Top of Material supplied

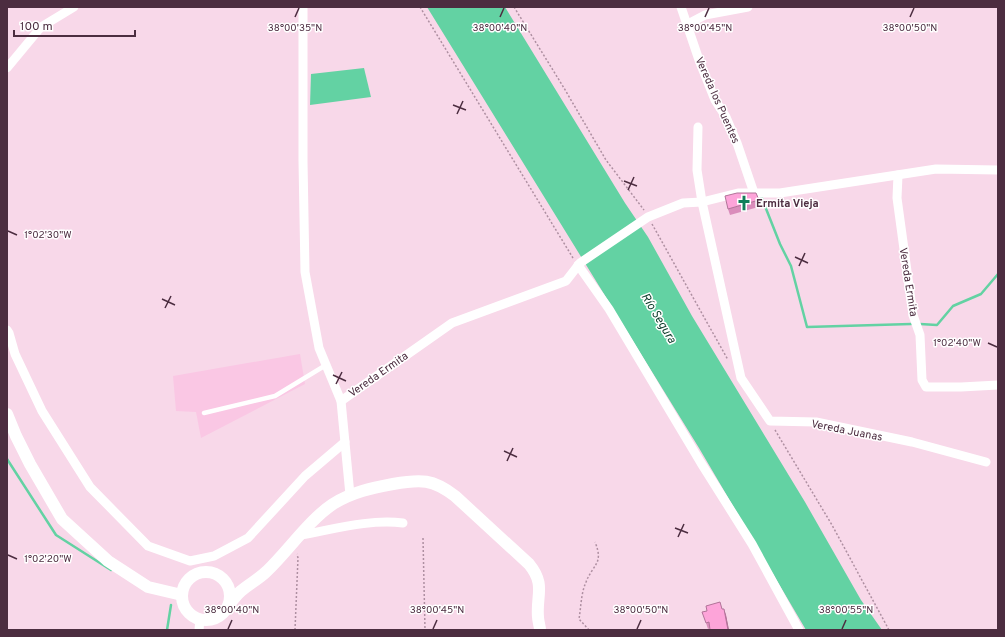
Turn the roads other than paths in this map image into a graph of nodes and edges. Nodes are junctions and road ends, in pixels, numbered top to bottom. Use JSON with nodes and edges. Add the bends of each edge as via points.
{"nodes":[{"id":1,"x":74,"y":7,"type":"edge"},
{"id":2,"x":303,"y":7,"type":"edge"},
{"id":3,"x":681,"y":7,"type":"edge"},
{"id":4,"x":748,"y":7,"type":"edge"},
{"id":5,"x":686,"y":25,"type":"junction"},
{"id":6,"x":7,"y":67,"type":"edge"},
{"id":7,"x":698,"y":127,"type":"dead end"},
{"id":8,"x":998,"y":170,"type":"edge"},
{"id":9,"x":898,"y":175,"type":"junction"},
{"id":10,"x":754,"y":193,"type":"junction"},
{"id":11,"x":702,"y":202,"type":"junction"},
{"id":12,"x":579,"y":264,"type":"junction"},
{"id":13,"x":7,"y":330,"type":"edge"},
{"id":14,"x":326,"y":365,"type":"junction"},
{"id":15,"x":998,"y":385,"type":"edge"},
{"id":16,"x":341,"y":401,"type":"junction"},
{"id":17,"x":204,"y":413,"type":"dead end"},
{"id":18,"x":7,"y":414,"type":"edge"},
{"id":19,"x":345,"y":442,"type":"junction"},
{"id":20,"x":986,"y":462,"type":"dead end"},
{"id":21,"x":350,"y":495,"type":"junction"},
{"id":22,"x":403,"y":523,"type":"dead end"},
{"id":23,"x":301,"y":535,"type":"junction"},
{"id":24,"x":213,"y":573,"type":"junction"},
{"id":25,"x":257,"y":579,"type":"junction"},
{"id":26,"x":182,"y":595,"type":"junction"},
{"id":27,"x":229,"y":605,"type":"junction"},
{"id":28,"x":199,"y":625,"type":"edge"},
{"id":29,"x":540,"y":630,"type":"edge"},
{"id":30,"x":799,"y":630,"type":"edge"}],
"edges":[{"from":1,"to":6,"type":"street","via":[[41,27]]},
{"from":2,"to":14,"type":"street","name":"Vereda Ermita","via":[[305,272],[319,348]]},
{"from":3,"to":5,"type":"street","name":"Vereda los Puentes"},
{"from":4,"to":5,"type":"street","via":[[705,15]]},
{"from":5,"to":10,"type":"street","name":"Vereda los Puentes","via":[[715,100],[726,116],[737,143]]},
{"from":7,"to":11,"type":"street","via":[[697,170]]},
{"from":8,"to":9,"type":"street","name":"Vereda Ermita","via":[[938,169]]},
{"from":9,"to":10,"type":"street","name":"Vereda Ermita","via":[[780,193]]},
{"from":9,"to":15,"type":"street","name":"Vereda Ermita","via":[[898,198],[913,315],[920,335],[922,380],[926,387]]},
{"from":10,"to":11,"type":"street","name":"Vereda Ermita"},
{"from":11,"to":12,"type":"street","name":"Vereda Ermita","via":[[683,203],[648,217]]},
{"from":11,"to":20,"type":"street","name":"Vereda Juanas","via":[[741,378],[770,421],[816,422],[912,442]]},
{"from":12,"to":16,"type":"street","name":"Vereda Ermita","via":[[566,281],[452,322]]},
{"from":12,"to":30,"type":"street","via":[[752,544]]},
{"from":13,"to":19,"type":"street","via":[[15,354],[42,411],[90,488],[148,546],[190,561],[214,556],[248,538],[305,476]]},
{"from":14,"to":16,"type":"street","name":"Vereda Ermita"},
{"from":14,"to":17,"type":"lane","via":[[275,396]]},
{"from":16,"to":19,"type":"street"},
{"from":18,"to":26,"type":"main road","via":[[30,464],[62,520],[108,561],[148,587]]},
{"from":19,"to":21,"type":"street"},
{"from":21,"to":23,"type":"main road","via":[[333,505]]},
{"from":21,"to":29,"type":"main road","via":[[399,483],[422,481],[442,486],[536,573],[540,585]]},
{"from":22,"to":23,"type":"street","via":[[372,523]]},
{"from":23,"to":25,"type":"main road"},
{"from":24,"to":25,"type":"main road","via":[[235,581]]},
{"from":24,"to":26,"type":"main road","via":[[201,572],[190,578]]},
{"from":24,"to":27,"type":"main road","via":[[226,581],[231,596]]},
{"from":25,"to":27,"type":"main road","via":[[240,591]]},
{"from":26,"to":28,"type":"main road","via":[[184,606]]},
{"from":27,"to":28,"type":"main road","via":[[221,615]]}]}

Bottom of Material supplied
Top of Material supplied

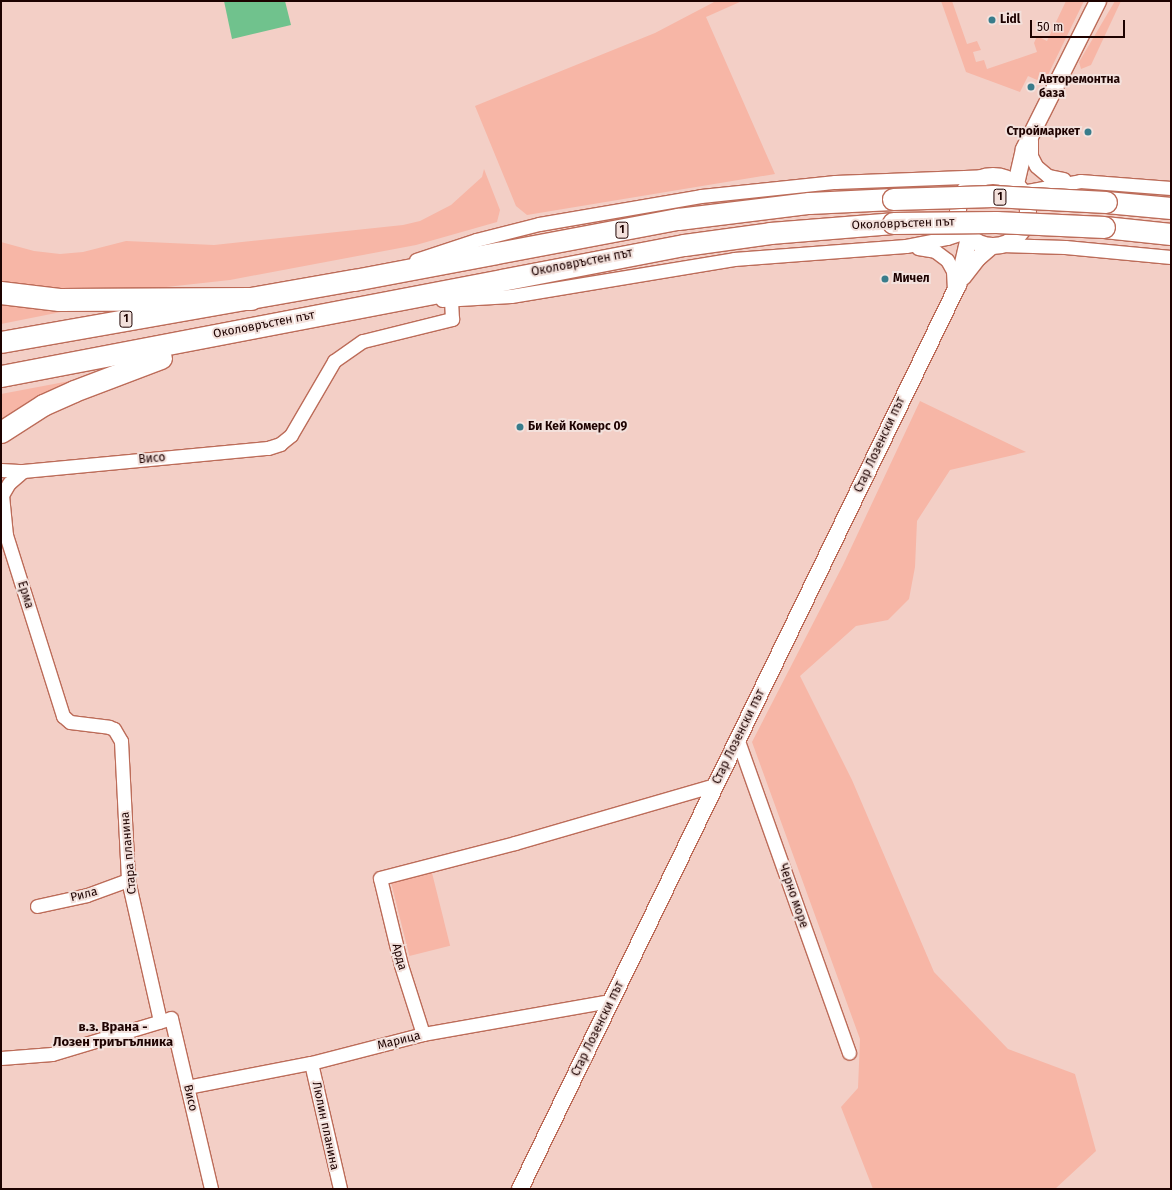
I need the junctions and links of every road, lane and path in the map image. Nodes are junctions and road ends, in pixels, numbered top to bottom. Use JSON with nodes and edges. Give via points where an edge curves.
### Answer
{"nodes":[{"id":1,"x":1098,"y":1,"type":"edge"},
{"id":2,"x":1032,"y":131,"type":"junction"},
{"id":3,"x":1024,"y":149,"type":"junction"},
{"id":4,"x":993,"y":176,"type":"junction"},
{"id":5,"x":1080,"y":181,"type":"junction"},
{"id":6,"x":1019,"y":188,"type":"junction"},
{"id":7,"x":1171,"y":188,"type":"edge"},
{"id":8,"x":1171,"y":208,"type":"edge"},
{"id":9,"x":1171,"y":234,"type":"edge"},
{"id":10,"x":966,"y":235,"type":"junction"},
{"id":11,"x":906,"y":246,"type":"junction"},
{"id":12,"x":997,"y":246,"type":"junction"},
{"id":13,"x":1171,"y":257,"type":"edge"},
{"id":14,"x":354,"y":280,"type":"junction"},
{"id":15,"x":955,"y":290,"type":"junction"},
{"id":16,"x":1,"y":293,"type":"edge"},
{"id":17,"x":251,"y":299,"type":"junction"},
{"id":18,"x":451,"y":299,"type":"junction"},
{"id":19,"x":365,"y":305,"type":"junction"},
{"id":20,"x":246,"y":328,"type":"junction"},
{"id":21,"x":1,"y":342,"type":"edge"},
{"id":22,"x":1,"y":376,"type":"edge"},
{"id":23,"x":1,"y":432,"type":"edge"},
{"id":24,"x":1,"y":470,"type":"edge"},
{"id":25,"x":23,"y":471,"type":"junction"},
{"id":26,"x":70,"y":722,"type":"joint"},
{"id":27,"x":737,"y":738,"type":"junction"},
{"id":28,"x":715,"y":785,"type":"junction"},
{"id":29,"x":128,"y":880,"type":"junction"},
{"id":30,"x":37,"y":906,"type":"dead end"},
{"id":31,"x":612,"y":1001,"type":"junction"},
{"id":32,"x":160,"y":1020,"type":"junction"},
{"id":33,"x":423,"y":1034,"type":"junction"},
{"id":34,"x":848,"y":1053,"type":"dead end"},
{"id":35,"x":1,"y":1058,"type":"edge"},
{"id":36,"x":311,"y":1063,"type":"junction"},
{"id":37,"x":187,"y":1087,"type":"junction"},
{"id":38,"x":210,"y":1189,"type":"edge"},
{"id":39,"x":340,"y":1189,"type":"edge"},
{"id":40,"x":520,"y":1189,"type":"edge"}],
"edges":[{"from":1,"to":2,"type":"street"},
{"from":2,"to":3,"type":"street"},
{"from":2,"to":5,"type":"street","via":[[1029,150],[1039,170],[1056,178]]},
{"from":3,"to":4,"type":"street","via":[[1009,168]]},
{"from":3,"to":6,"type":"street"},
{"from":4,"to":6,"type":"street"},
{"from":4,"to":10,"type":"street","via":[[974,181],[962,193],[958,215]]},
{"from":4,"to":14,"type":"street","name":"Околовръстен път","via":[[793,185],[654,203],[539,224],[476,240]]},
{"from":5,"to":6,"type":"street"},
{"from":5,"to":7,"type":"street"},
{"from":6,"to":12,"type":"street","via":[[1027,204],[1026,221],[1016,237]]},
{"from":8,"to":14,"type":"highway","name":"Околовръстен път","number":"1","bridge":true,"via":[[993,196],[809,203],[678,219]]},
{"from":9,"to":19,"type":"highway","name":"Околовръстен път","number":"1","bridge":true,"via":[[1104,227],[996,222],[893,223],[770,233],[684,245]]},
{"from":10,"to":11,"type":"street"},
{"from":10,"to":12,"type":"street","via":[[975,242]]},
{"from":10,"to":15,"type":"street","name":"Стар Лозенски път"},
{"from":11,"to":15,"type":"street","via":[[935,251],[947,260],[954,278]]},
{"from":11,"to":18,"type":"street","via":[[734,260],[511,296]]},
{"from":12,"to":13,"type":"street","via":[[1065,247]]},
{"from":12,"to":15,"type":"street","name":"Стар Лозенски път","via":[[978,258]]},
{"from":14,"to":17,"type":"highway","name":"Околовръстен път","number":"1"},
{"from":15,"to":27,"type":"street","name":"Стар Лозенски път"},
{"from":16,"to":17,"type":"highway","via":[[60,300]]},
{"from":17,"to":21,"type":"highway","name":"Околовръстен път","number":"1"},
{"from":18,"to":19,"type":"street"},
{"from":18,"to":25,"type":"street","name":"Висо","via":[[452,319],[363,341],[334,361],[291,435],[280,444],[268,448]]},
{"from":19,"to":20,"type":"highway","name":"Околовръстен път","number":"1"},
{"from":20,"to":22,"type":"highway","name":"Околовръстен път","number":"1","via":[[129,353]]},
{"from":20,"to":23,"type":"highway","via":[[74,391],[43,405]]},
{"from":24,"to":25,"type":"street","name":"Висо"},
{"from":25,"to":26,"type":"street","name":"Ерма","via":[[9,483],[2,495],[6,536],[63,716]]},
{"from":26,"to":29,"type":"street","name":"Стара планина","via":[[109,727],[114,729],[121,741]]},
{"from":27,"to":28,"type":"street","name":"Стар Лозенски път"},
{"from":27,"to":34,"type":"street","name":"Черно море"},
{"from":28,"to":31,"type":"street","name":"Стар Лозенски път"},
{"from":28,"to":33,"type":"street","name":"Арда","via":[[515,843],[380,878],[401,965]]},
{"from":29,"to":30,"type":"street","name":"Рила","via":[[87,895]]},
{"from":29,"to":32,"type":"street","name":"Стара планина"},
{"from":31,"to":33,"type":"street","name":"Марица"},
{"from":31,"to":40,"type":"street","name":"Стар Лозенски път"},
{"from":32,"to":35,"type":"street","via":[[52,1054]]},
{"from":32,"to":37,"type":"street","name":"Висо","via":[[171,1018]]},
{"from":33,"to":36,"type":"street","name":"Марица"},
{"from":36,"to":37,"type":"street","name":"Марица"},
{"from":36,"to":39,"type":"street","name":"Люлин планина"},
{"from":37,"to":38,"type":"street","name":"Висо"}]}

Bottom of Material supplied

### What the task asks
The string "Стара" may appear in the entries. Say how many lines contain it, as a bare number.

### Result for this task
2